### DIRECTIONS FOR THIS TASK
Filter this data down to the lines that hold "their", and copy them.

[Start of section]

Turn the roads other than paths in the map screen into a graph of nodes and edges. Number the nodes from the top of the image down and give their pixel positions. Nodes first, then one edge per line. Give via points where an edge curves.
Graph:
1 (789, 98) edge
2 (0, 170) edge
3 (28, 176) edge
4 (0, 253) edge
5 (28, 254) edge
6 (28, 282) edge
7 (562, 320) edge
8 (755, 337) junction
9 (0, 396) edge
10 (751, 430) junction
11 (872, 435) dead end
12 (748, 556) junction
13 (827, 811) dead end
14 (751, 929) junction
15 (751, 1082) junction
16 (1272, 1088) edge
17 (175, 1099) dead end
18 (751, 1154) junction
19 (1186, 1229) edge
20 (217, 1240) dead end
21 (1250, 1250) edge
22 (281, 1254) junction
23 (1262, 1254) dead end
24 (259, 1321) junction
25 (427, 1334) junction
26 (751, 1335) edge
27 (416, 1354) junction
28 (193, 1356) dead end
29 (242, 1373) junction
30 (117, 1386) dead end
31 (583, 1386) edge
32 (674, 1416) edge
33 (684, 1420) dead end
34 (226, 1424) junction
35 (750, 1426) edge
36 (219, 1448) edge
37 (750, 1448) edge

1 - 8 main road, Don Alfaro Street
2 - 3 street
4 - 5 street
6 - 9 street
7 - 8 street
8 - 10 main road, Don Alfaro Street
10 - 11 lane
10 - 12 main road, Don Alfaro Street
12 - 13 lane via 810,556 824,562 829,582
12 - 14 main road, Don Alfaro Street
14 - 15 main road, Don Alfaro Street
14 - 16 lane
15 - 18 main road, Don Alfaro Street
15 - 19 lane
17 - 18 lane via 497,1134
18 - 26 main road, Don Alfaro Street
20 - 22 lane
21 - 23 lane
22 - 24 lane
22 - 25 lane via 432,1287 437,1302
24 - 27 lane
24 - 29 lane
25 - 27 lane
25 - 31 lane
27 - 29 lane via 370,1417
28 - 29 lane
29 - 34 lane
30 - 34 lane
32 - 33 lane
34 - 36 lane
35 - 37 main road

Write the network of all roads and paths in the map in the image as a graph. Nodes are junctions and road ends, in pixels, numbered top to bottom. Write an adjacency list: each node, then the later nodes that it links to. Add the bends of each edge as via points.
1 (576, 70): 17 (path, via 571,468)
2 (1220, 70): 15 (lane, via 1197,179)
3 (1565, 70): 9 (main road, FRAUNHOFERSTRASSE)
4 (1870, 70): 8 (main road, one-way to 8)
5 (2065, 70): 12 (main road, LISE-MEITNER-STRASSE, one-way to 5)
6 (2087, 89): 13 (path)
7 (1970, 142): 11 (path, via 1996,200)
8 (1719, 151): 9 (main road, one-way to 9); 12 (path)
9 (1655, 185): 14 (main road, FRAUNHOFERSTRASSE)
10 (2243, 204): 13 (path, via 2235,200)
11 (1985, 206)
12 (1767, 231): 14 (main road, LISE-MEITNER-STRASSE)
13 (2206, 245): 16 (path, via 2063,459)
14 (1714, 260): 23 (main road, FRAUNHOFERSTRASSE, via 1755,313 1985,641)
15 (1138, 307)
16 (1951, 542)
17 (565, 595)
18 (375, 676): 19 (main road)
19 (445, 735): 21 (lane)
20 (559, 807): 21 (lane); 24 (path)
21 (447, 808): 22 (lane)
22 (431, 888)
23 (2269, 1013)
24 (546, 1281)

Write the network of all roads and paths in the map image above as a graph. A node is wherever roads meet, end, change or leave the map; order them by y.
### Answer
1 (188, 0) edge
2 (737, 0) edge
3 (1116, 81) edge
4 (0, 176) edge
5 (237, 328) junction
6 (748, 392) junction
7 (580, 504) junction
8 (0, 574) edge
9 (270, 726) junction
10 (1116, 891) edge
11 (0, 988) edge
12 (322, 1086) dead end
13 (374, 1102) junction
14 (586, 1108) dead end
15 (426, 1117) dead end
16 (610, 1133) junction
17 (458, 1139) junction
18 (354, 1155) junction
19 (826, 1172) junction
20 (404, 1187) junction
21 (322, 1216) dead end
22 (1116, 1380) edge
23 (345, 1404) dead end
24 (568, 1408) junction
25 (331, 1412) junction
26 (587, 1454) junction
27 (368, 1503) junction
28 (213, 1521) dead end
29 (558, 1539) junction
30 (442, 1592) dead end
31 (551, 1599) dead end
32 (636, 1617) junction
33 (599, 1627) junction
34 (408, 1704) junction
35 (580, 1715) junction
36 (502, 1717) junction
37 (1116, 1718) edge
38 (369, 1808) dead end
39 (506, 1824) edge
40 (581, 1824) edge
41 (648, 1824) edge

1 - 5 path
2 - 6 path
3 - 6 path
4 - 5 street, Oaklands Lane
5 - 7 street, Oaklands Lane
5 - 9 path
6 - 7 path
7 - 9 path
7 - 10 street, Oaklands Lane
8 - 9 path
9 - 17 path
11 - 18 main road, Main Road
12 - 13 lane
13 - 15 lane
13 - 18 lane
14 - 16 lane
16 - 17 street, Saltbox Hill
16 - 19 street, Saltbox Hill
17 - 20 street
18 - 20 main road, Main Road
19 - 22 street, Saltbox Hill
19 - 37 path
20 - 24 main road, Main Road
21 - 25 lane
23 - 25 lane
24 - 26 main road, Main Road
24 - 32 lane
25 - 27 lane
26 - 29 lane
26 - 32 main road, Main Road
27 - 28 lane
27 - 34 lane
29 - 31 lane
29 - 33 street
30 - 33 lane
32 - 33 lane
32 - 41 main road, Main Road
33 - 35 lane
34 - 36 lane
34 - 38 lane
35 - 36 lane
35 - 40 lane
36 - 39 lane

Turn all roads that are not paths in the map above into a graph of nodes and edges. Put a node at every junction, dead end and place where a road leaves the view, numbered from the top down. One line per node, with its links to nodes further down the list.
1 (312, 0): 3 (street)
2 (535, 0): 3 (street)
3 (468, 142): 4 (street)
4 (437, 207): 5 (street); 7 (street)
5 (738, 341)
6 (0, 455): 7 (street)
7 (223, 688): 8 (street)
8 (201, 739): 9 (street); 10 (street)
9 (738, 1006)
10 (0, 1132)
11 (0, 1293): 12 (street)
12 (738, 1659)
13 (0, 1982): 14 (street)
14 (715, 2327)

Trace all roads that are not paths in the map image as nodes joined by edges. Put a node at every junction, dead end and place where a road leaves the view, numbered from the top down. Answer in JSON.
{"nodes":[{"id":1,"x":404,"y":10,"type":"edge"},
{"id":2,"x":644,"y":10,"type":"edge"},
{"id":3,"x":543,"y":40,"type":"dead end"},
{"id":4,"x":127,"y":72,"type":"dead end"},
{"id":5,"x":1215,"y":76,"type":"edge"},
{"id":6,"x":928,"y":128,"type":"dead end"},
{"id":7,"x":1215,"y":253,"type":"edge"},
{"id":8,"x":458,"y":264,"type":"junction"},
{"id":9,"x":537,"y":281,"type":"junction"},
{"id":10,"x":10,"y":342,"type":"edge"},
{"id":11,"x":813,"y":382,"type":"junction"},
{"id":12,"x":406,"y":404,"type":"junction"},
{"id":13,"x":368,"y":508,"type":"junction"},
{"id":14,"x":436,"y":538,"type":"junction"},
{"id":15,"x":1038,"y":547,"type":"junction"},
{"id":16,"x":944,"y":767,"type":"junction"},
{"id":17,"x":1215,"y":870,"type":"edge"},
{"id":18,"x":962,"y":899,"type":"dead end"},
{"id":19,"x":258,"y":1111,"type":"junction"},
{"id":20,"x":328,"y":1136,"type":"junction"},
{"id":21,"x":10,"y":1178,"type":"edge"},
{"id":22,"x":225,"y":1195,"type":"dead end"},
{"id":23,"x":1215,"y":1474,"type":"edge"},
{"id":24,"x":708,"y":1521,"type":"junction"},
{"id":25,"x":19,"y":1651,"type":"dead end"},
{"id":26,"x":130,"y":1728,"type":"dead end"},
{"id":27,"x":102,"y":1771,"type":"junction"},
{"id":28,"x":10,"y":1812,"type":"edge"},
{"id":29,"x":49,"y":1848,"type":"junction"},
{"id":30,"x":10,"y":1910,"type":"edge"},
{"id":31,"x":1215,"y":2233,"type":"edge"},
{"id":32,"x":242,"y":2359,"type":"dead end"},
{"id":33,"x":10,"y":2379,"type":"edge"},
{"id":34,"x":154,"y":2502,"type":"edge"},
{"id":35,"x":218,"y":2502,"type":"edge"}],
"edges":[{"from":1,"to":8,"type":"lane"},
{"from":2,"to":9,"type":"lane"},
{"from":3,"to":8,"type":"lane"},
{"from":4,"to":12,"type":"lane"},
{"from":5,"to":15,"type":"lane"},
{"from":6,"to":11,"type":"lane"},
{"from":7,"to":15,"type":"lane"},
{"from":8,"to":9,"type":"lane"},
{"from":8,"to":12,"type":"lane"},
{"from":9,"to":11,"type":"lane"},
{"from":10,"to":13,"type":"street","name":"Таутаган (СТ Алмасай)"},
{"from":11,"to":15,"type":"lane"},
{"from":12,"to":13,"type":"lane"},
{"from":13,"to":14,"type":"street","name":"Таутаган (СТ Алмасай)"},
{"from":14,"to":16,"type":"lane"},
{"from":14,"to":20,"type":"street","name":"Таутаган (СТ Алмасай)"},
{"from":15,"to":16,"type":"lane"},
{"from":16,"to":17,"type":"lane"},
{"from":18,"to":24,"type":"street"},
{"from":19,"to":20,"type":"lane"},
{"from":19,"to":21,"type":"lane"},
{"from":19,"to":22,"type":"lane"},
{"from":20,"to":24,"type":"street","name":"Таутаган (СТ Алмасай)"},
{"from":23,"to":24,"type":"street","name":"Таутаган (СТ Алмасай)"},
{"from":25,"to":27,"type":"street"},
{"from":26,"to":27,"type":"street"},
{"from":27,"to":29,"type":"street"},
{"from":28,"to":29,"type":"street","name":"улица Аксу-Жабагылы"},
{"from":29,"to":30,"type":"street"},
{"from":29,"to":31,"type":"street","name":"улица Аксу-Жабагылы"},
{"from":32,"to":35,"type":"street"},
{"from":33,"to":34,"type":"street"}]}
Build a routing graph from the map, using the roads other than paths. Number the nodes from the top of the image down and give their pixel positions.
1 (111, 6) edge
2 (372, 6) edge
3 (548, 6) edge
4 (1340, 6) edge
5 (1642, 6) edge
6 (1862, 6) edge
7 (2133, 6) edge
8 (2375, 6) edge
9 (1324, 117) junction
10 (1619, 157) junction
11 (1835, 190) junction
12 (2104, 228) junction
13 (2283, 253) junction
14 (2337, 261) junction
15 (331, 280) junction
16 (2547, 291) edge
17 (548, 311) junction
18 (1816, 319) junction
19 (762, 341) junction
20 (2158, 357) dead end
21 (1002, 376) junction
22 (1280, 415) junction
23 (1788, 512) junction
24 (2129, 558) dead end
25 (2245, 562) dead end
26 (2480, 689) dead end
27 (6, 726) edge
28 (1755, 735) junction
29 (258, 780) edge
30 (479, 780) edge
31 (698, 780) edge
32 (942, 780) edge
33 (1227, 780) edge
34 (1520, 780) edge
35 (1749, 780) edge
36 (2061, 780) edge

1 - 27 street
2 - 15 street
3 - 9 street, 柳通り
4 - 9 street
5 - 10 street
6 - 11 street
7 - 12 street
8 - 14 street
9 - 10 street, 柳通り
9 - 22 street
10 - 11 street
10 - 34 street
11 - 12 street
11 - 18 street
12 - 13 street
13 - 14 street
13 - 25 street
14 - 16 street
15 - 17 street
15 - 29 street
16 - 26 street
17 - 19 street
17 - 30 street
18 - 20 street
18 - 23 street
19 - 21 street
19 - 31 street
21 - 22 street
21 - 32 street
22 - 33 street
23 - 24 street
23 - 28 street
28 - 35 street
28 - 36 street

[End of section]

### SOLUTION FOR THIS TASK
Turn the roads other than paths in the map screen into a graph of nodes and edges. Number the nodes from the top of the image down and give their pixel positions. Nodes first, then one edge per line. Give via points where an edge curves.
Build a routing graph from the map, using the roads other than paths. Number the nodes from the top of the image down and give their pixel positions.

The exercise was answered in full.